Nasihat tentu saja baik. Bahkan al-Quran menyebut orang yang beriman kepada Tuhan sangat suka dan terbiasa saling menasihati. Salah satunya adalah nasihat yang belakangan banyak beredar di sosmed, “Semua pengeluh tak percaya janji Tuhan yang memenuhi rezeki setiap makhluk.”
Nasihat itu benar adanya. Tapi tidak berlaku umum. Imam Ali bin Abi Thalib pernah mengingatkan, siapa yang mengeluhkan keadaannya pada orang yang beriman, sama saja dengan mengeluh kepada Tuhan.
Sebaliknya, tindakan mengeluh akan jadi buruk bila dilakukan orang yang mampu mengatasi masalahnya sendiri. Keluhan orang semacam itu sama saja dengan menggadaikan kehormatan diri demi memuaskan keinginannya dan hidup terhina.
Karenanya, tidak semua mengeluh itu buruk dan mencerminkan sikap tidak bertawakal. Jangan kesusu mencemooh siapa pun yang mengeluh.
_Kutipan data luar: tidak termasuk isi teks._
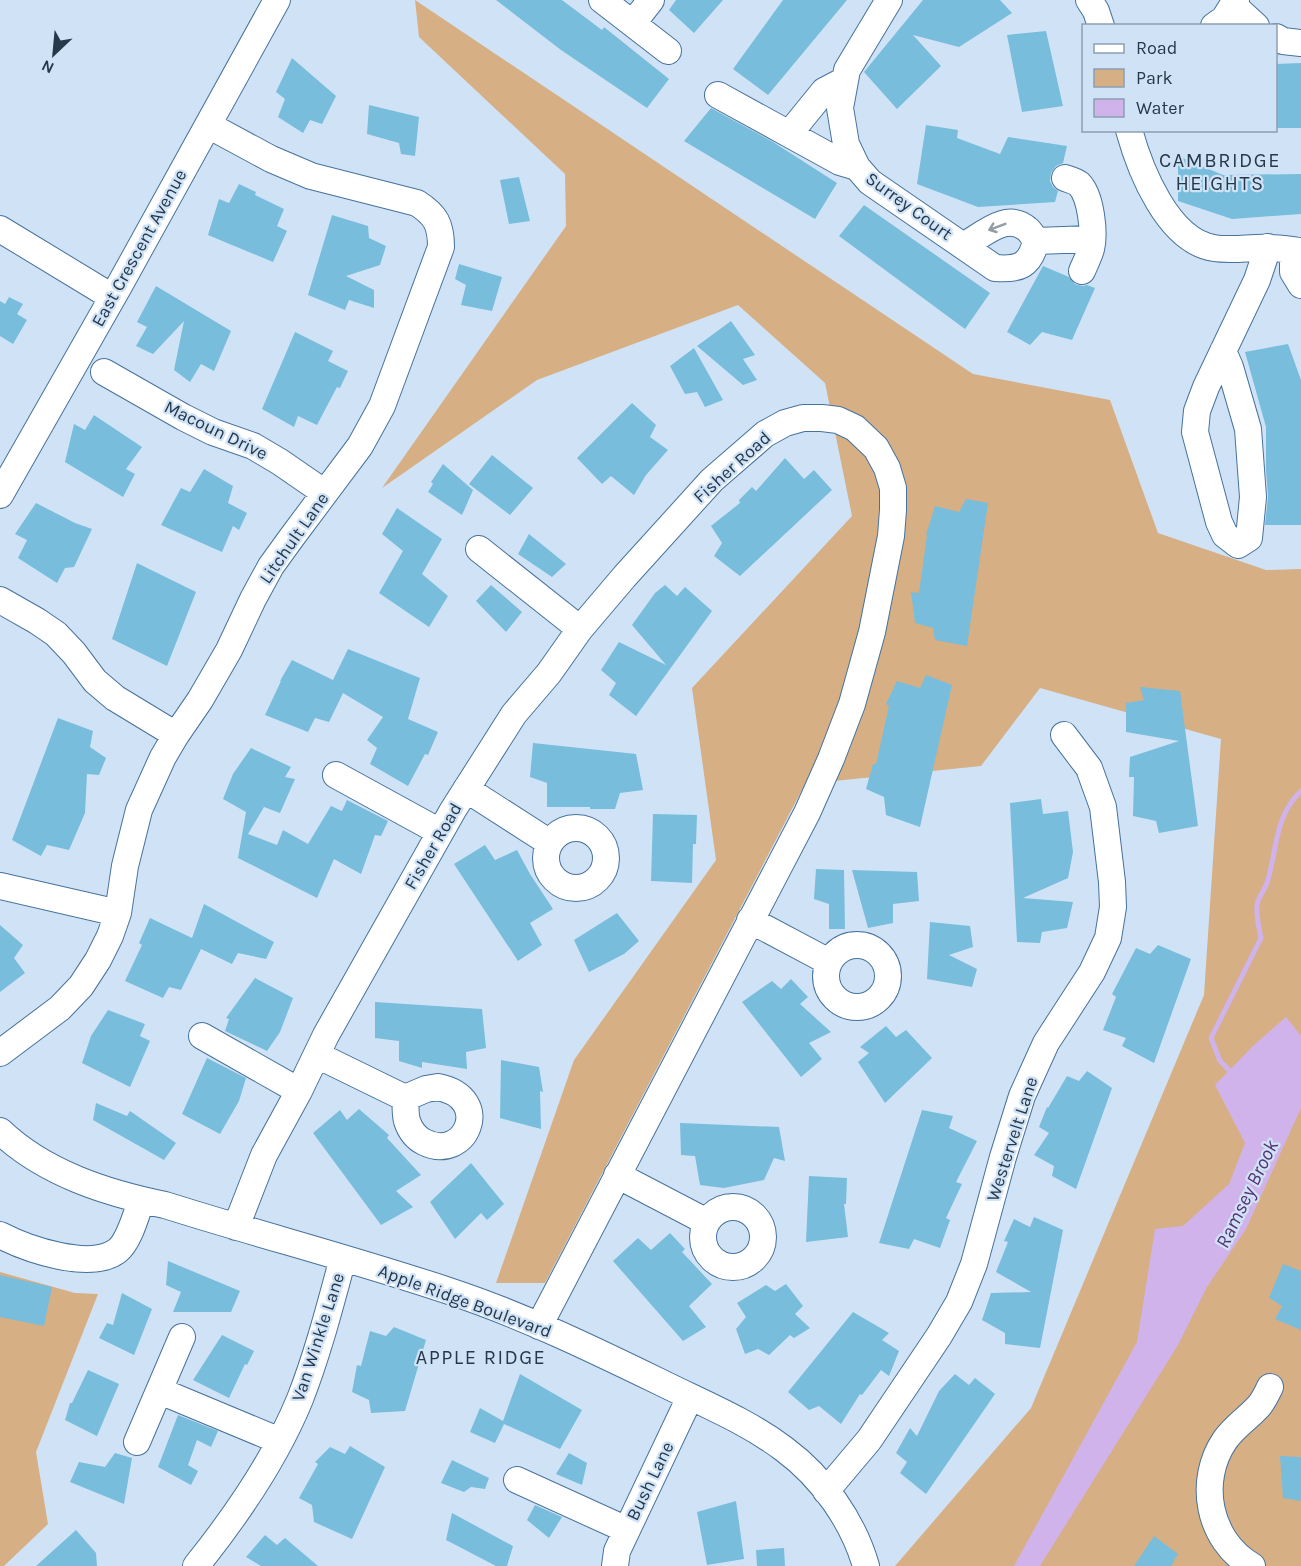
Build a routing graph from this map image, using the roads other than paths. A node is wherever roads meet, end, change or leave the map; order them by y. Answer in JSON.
{"nodes":[{"id":1,"x":277,"y":0,"type":"edge"},
{"id":2,"x":602,"y":0,"type":"edge"},
{"id":3,"x":651,"y":0,"type":"edge"},
{"id":4,"x":889,"y":0,"type":"edge"},
{"id":5,"x":1089,"y":0,"type":"edge"},
{"id":6,"x":1234,"y":2,"type":"edge"},
{"id":7,"x":633,"y":23,"type":"junction"},
{"id":8,"x":1100,"y":24,"type":"edge"},
{"id":9,"x":1217,"y":24,"type":"edge"},
{"id":10,"x":1254,"y":24,"type":"edge"},
{"id":11,"x":1277,"y":38,"type":"edge"},
{"id":12,"x":1301,"y":43,"type":"edge"},
{"id":13,"x":668,"y":51,"type":"dead end"},
{"id":14,"x":845,"y":80,"type":"junction"},
{"id":15,"x":718,"y":95,"type":"dead end"},
{"id":16,"x":208,"y":125,"type":"junction"},
{"id":17,"x":1130,"y":132,"type":"edge"},
{"id":18,"x":789,"y":134,"type":"junction"},
{"id":19,"x":857,"y":167,"type":"junction"},
{"id":20,"x":1065,"y":178,"type":"dead end"},
{"id":21,"x":0,"y":229,"type":"edge"},
{"id":22,"x":1091,"y":239,"type":"junction"},
{"id":23,"x":1036,"y":241,"type":"junction"},
{"id":24,"x":963,"y":246,"type":"junction"},
{"id":25,"x":1287,"y":250,"type":"edge"},
{"id":26,"x":1082,"y":271,"type":"dead end"},
{"id":27,"x":1301,"y":285,"type":"edge"},
{"id":28,"x":112,"y":297,"type":"junction"},
{"id":29,"x":1223,"y":351,"type":"junction"},
{"id":30,"x":104,"y":372,"type":"dead end"},
{"id":31,"x":325,"y":493,"type":"junction"},
{"id":32,"x":0,"y":495,"type":"edge"},
{"id":33,"x":479,"y":549,"type":"dead end"},
{"id":34,"x":0,"y":600,"type":"edge"},
{"id":35,"x":580,"y":629,"type":"junction"},
{"id":36,"x":176,"y":735,"type":"junction"},
{"id":37,"x":1064,"y":735,"type":"dead end"},
{"id":38,"x":336,"y":775,"type":"dead end"},
{"id":39,"x":466,"y":789,"type":"junction"},
{"id":40,"x":440,"y":832,"type":"junction"},
{"id":41,"x":549,"y":843,"type":"dead end"},
{"id":42,"x":0,"y":886,"type":"edge"},
{"id":43,"x":118,"y":913,"type":"junction"},
{"id":44,"x":750,"y":920,"type":"junction"},
{"id":45,"x":829,"y":962,"type":"dead end"},
{"id":46,"x":202,"y":1036,"type":"dead end"},
{"id":47,"x":0,"y":1053,"type":"edge"},
{"id":48,"x":317,"y":1055,"type":"junction"},
{"id":49,"x":299,"y":1091,"type":"junction"},
{"id":50,"x":405,"y":1098,"type":"dead end"},
{"id":51,"x":0,"y":1131,"type":"edge"},
{"id":52,"x":617,"y":1175,"type":"junction"},
{"id":53,"x":141,"y":1201,"type":"junction"},
{"id":54,"x":707,"y":1222,"type":"dead end"},
{"id":55,"x":236,"y":1227,"type":"junction"},
{"id":56,"x":0,"y":1235,"type":"edge"},
{"id":57,"x":343,"y":1258,"type":"junction"},
{"id":58,"x":539,"y":1326,"type":"junction"},
{"id":59,"x":182,"y":1337,"type":"dead end"},
{"id":60,"x":1270,"y":1387,"type":"dead end"},
{"id":61,"x":160,"y":1391,"type":"junction"},
{"id":62,"x":690,"y":1397,"type":"junction"},
{"id":63,"x":280,"y":1441,"type":"junction"},
{"id":64,"x":137,"y":1442,"type":"dead end"},
{"id":65,"x":517,"y":1479,"type":"dead end"},
{"id":66,"x":826,"y":1491,"type":"junction"},
{"id":67,"x":627,"y":1530,"type":"junction"},
{"id":68,"x":196,"y":1566,"type":"edge"},
{"id":69,"x":615,"y":1566,"type":"edge"},
{"id":70,"x":867,"y":1566,"type":"edge"},
{"id":71,"x":1252,"y":1566,"type":"edge"}],
"edges":[{"from":1,"to":16,"type":"street","name":"East Crescent Avenue"},
{"from":2,"to":7,"type":"street"},
{"from":3,"to":7,"type":"street"},
{"from":4,"to":14,"type":"street","name":"Surrey Court"},
{"from":5,"to":8,"type":"street"},
{"from":6,"to":9,"type":"street"},
{"from":6,"to":10,"type":"street"},
{"from":7,"to":13,"type":"street"},
{"from":11,"to":12,"type":"street"},
{"from":14,"to":18,"type":"street"},
{"from":14,"to":19,"type":"street","name":"Surrey Court"},
{"from":15,"to":18,"type":"street"},
{"from":16,"to":28,"type":"street","name":"East Crescent Avenue"},
{"from":16,"to":31,"type":"street","name":"Litchult Lane"},
{"from":17,"to":25,"type":"street"},
{"from":18,"to":19,"type":"street"},
{"from":19,"to":24,"type":"street","name":"Surrey Court"},
{"from":20,"to":22,"type":"street"},
{"from":21,"to":28,"type":"street"},
{"from":22,"to":23,"type":"street"},
{"from":22,"to":26,"type":"street"},
{"from":23,"to":24,"type":"street","name":"Surrey Court","one_way":true},
{"from":23,"to":24,"type":"street","name":"Surrey Court"},
{"from":25,"to":27,"type":"street"},
{"from":25,"to":29,"type":"street"},
{"from":28,"to":32,"type":"street","name":"East Crescent Avenue"},
{"from":29,"to":29,"type":"street"},
{"from":30,"to":31,"type":"street","name":"Macoun Drive"},
{"from":31,"to":36,"type":"street","name":"Litchult Lane"},
{"from":33,"to":35,"type":"street"},
{"from":34,"to":36,"type":"street"},
{"from":35,"to":39,"type":"street","name":"Fisher Road"},
{"from":35,"to":44,"type":"street","name":"Fisher Road"},
{"from":36,"to":43,"type":"street","name":"Litchult Lane"},
{"from":37,"to":66,"type":"street","name":"Westervelt Lane"},
{"from":38,"to":40,"type":"street"},
{"from":39,"to":40,"type":"street","name":"Fisher Road"},
{"from":39,"to":41,"type":"street"},
{"from":40,"to":48,"type":"street","name":"Fisher Road"},
{"from":42,"to":43,"type":"street"},
{"from":43,"to":47,"type":"street","name":"Litchult Lane"},
{"from":44,"to":45,"type":"street"},
{"from":44,"to":52,"type":"street","name":"Fisher Road"},
{"from":46,"to":49,"type":"street"},
{"from":48,"to":49,"type":"street","name":"Fisher Road"},
{"from":48,"to":50,"type":"street"},
{"from":49,"to":55,"type":"street","name":"Fisher Road"},
{"from":51,"to":53,"type":"street","name":"Apple Ridge Boulevard"},
{"from":52,"to":54,"type":"street"},
{"from":52,"to":58,"type":"street","name":"Fisher Road"},
{"from":53,"to":55,"type":"street","name":"Apple Ridge Boulevard"},
{"from":53,"to":56,"type":"street"},
{"from":55,"to":57,"type":"street","name":"Apple Ridge Boulevard"},
{"from":57,"to":58,"type":"street","name":"Apple Ridge Boulevard"},
{"from":57,"to":63,"type":"street","name":"Van Winkle Lane"},
{"from":58,"to":62,"type":"street","name":"Apple Ridge Boulevard"},
{"from":59,"to":61,"type":"street"},
{"from":60,"to":71,"type":"street"},
{"from":61,"to":63,"type":"street"},
{"from":61,"to":64,"type":"street"},
{"from":62,"to":66,"type":"street","name":"Apple Ridge Boulevard"},
{"from":62,"to":67,"type":"street","name":"Bush Lane"},
{"from":63,"to":68,"type":"street","name":"Van Winkle Lane"},
{"from":65,"to":67,"type":"street"},
{"from":66,"to":70,"type":"street","name":"Apple Ridge Boulevard"},
{"from":67,"to":69,"type":"street","name":"Bush Lane"}]}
Bahkan secara struktural, mengeluh dapat menjadi ekspresi perlawanan kaum lemah terhadap sistem sosial yang mencipta dan merawat kompetisi sadis dan dominasi kawanan kapitalis rakus.
Berapa banyak orang tutup mulut dengan keadaannya lantaran takut dicap pengeluh. Padahal kondisi mereka sedang di ujung tanduk; setengah hidup, ekonominya semaput, belum lagi disiksa penyakit kronis yang membuatnya harus meregang nyawa. Selain itu, tak sedikit orang yang membiarkan dirinya dizalimi pasangan resminya lantaran malu mengungkapkan atau takut dilabeli pengemis iba.
Mengungkapkan masalah kepada orang terpercaya dan kompeten bukanlah mengeluh sebagaimana dipahami khalayak. Justru itu merupakan proses katarsis yang, secara psikologis, sangat diperlukan.
Katarsis adalah pelepasan emosi atau keluh kesah yang tersimpan dalam ruang batin. Dalam perspektif psikologi, katarsis juga dimaknai sebagai cara melampiaskan emosi secara positif agar seseorang merasa lebih lega dan dapat menjalani aktivitas sehari-hari dengan emosi lebih baik.
Marah, sedih, takut, dan kecewa merupakan bentuk emosi yang normal dialami setiap manusia. Kendati normal, emosi sebaiknya disalurkan agar tidak menumpuk dalam ruang batin. Namun, diperlukan cara yang tepat untuk melampiaskan emosi. Salah satunya, ya itu tadi, melalui katarsis.
Di pihak lain, sebagaimana umum di tengah masyarakat religius seperti Indonesia, keengganan membantu kaum lemah akibat kekikiran atau kerakusan acap disembunyikan di balik bedak berupa teks suci. Tentu saja makna teks suci itu sudah lebih dulu direduksi, dimanipulasi hingga dilucuti konteksnya sampai bugil.
Orang lapar, sakit kronis, atau teralienasi tak punya cukup waktu untuk membaca dan mengunyah bongkahan nasihat. Bantuan nyata dan segera, itulah yang realistis dan niscaya mendahului katarsis sebagai cara melawan tekanan eksternal berupa kezaliman sistemik.
Kezaliman beda dengan perbuatan zalim yang hanya berkisar soal pelaku dan korban. Kezaliman secara kultural adalah karakter. Ini berkaitan dengan mutu moralitas yang sayangnya makin langka di Tanah Air dan kian merosot, justru di saat gawat seperti di tengah wabah corona dewasa ini.
Sementara secara struktural, kezaliman adalah sistem yang kini dibangun, didominasi, dan dilestarikan kapitalisme lewat tangan segelintir kapitalis serakah, yang pada gilirannya mengkonstruksi perilaku dan kebiasaan masyarakat.
Ingat, pertolongan Tuhan tidak dikirim dari langit layaknya barang COD melainkan lewat proses dan hukum kausal. Dalam konteks ini, manusia yang berempati dan sadar akan kejamnya kapitalisme, lalu berani mengekspresikan perlawanannya dengan, salah satunya, “mengeluh” (yang dalam bahasa sosiologi diistilahkan dengan “kritik”) adalah syarat determinan (penentu).
Diceritakan, ketika ditanya, “Jika rezeki setiap makhluk-Nya telah ditetapkan, mengapa ada yang sangat miskin dan terlalu kaya?” Imam Ali bin Abi Thalib menjawab, “Itu akibat rezeki sebagian makhluk dirampas!”